### Information supplied

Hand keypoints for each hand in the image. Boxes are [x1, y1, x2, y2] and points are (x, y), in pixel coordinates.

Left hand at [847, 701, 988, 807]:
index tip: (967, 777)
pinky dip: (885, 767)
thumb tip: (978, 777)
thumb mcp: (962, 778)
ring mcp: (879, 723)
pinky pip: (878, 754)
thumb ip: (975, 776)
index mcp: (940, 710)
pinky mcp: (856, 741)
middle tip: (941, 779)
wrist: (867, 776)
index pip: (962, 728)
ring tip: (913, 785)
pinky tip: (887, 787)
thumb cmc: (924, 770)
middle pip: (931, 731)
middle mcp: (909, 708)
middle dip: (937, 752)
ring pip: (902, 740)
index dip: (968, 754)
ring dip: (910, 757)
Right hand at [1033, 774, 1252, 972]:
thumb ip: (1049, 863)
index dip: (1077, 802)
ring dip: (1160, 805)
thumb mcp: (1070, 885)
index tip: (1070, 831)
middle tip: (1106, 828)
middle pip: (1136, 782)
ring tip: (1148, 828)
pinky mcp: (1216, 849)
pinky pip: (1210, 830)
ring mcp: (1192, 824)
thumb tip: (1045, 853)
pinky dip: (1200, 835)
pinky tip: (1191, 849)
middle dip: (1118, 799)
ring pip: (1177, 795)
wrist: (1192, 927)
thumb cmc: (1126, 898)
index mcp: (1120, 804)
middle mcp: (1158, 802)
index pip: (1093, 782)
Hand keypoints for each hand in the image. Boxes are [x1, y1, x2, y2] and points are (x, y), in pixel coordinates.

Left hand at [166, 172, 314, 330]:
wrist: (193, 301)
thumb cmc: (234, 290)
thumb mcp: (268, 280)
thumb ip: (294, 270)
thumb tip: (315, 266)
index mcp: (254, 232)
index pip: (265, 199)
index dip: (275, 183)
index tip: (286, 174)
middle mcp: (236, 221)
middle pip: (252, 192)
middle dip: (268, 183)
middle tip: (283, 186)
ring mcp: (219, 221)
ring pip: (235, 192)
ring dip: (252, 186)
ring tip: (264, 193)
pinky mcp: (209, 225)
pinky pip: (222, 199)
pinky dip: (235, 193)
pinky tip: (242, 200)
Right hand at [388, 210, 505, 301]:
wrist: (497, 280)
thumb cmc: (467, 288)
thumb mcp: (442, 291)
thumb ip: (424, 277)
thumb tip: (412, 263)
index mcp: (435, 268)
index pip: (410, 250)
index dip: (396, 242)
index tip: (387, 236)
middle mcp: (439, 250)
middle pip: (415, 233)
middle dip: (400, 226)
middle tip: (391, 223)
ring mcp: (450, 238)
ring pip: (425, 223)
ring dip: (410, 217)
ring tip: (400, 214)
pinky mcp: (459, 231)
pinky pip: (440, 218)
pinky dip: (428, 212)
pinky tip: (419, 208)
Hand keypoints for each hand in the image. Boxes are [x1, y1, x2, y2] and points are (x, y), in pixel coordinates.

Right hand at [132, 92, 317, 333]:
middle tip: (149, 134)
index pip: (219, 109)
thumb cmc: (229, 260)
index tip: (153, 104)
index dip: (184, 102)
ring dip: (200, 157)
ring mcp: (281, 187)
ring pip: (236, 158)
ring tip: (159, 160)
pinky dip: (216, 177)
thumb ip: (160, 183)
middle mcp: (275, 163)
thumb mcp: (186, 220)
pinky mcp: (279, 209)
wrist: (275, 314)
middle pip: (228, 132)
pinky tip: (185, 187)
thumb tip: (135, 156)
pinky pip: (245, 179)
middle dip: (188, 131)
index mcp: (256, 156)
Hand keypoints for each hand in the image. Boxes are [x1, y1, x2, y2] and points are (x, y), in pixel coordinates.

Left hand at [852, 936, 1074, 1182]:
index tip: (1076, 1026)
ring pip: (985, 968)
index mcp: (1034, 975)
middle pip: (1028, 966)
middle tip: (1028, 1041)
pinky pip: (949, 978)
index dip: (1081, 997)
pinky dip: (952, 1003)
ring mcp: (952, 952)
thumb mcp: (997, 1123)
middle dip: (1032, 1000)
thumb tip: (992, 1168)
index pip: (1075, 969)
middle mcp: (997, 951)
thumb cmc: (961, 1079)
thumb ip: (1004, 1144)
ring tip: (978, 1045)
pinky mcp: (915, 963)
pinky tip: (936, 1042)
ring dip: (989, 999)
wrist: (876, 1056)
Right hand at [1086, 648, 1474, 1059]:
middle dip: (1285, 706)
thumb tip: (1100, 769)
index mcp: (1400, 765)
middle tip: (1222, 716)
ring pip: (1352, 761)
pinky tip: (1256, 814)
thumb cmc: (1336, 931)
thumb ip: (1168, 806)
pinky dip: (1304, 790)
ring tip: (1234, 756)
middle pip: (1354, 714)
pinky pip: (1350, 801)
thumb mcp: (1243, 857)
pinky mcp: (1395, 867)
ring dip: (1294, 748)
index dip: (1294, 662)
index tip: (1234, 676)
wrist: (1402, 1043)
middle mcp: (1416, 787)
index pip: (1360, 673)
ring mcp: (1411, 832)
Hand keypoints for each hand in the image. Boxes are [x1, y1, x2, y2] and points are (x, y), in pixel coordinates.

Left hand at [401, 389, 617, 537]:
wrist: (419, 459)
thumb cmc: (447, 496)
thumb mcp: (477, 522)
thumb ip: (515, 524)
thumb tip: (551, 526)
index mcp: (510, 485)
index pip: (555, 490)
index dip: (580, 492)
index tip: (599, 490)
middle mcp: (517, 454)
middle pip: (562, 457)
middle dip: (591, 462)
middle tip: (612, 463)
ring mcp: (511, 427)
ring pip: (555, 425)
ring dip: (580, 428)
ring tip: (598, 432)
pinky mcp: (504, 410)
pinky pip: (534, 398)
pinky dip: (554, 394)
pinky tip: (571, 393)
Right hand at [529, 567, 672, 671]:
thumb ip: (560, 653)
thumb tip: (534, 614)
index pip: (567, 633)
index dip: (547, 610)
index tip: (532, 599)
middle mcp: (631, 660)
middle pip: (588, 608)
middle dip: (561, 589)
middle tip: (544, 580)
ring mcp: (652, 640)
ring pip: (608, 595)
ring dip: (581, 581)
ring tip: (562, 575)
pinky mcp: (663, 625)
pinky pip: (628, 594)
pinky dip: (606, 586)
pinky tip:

######

About this exercise:
Where a line above contains the string "Right", copy that line.

Response:
Right hand at [1033, 774, 1252, 972]:
Right hand at [388, 210, 505, 301]:
Right hand at [132, 92, 317, 333]:
Right hand at [1086, 648, 1474, 1059]:
Right hand at [529, 567, 672, 671]:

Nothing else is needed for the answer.